* DATA SHOWN *

- Opening Delimiter -

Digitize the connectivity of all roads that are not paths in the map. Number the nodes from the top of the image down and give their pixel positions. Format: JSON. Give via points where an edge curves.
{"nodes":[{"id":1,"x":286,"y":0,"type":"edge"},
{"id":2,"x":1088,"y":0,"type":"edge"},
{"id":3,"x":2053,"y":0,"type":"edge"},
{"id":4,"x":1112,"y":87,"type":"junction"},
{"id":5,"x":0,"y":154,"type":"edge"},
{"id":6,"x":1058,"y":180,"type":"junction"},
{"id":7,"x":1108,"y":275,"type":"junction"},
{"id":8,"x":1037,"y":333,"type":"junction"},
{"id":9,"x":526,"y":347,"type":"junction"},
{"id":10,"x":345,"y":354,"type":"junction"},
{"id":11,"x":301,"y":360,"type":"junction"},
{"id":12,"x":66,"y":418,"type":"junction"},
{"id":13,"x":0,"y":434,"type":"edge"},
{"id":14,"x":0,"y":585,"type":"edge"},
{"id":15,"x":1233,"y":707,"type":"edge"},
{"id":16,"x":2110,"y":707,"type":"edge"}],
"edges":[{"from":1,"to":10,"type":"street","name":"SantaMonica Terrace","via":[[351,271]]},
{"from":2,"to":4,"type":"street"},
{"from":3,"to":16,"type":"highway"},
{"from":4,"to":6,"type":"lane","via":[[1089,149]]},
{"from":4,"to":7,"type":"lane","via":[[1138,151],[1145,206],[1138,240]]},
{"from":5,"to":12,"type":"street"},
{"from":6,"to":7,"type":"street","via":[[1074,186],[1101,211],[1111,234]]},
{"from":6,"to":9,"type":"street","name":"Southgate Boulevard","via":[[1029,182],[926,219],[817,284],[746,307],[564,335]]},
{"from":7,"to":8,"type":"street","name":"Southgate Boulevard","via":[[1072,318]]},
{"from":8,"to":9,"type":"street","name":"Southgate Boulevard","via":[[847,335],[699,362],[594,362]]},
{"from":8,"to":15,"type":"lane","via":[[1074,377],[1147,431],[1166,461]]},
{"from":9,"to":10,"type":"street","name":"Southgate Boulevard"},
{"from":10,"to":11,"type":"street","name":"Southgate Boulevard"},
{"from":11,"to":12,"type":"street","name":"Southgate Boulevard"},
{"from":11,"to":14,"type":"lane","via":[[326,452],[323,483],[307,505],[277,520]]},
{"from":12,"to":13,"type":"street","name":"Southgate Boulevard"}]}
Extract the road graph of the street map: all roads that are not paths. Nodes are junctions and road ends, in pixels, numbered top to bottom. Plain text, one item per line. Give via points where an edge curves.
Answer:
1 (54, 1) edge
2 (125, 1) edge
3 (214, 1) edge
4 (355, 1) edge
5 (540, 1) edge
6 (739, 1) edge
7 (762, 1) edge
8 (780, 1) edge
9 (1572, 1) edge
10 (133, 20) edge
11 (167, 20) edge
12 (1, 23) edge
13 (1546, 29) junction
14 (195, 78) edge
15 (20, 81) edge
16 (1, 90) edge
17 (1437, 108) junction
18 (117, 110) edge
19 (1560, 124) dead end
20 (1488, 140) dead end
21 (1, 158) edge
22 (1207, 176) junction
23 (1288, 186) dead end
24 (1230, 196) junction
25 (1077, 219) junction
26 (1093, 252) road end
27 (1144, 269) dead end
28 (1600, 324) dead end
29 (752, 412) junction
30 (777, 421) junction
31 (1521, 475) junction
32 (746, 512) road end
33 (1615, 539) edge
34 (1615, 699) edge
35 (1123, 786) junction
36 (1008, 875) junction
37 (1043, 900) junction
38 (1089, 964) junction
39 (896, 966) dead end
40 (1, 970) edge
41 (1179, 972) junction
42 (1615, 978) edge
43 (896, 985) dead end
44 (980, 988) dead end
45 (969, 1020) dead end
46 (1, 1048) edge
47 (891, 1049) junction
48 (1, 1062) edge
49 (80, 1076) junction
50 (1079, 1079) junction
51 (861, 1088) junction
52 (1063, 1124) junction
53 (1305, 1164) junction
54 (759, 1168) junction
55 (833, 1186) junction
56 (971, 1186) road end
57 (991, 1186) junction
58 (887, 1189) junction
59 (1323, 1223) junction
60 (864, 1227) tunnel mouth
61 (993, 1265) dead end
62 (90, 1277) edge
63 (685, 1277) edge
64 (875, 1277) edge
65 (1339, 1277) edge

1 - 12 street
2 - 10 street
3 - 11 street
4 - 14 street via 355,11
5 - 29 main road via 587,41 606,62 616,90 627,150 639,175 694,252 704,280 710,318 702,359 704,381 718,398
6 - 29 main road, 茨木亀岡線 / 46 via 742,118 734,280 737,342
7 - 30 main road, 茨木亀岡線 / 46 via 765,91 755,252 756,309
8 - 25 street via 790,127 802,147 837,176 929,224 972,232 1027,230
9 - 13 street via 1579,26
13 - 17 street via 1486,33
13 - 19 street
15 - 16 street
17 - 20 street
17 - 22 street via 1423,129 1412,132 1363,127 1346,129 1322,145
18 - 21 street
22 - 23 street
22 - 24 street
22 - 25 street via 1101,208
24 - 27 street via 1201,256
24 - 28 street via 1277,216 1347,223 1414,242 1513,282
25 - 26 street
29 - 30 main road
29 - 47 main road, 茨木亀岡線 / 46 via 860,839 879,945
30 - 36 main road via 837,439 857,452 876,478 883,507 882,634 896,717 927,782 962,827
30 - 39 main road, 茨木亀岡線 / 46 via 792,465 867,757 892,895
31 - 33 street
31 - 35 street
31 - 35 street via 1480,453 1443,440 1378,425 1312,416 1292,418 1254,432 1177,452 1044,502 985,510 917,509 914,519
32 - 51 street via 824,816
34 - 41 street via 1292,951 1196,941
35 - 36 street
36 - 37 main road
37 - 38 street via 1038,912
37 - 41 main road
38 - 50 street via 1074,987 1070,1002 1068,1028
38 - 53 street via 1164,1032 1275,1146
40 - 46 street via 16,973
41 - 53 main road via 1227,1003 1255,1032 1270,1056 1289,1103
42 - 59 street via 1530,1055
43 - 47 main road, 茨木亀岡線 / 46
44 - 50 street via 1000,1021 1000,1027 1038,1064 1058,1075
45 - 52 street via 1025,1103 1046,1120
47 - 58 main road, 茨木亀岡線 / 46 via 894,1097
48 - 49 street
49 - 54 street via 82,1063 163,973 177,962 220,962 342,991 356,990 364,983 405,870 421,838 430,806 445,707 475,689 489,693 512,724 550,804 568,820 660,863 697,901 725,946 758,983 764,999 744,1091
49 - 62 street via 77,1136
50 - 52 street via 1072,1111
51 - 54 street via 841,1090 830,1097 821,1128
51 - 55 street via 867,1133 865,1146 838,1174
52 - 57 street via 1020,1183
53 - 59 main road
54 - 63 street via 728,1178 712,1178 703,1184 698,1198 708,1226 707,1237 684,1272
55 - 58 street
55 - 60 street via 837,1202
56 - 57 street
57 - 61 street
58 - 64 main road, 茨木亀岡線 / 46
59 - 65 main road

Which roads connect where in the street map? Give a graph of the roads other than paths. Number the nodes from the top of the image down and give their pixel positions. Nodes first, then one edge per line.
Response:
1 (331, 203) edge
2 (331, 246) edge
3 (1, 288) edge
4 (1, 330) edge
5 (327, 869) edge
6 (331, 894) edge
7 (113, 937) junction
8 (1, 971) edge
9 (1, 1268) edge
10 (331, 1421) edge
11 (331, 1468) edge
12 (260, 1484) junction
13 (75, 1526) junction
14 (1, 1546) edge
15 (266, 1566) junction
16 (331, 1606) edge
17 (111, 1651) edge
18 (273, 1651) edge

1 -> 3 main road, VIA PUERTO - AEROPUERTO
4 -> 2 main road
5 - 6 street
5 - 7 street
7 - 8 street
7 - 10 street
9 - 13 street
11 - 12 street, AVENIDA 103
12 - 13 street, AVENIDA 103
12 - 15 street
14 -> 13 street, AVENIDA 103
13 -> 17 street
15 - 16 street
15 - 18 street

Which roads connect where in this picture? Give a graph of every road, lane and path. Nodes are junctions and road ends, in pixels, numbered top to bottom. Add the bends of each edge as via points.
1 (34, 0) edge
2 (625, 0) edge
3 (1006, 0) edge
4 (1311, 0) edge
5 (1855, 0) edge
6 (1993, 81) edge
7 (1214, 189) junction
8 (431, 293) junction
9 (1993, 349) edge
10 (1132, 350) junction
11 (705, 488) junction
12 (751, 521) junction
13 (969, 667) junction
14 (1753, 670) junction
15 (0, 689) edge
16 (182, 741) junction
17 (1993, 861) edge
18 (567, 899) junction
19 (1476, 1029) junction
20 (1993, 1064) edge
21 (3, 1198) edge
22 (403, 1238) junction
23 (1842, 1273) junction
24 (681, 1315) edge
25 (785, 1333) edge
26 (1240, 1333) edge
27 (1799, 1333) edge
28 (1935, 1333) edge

- Closing Delimiter -

* EXERCISE *
Every line of the data that includes the word "down" should be copied.

* SOLUTION TO THIS EXERCISE *
Digitize the connectivity of all roads that are not paths in the map. Number the nodes from the top of the image down and give their pixel positions. Format: JSON. Give via points where an edge curves.
Which roads connect where in the street map? Give a graph of the roads other than paths. Number the nodes from the top of the image down and give their pixel positions. Nodes first, then one edge per line.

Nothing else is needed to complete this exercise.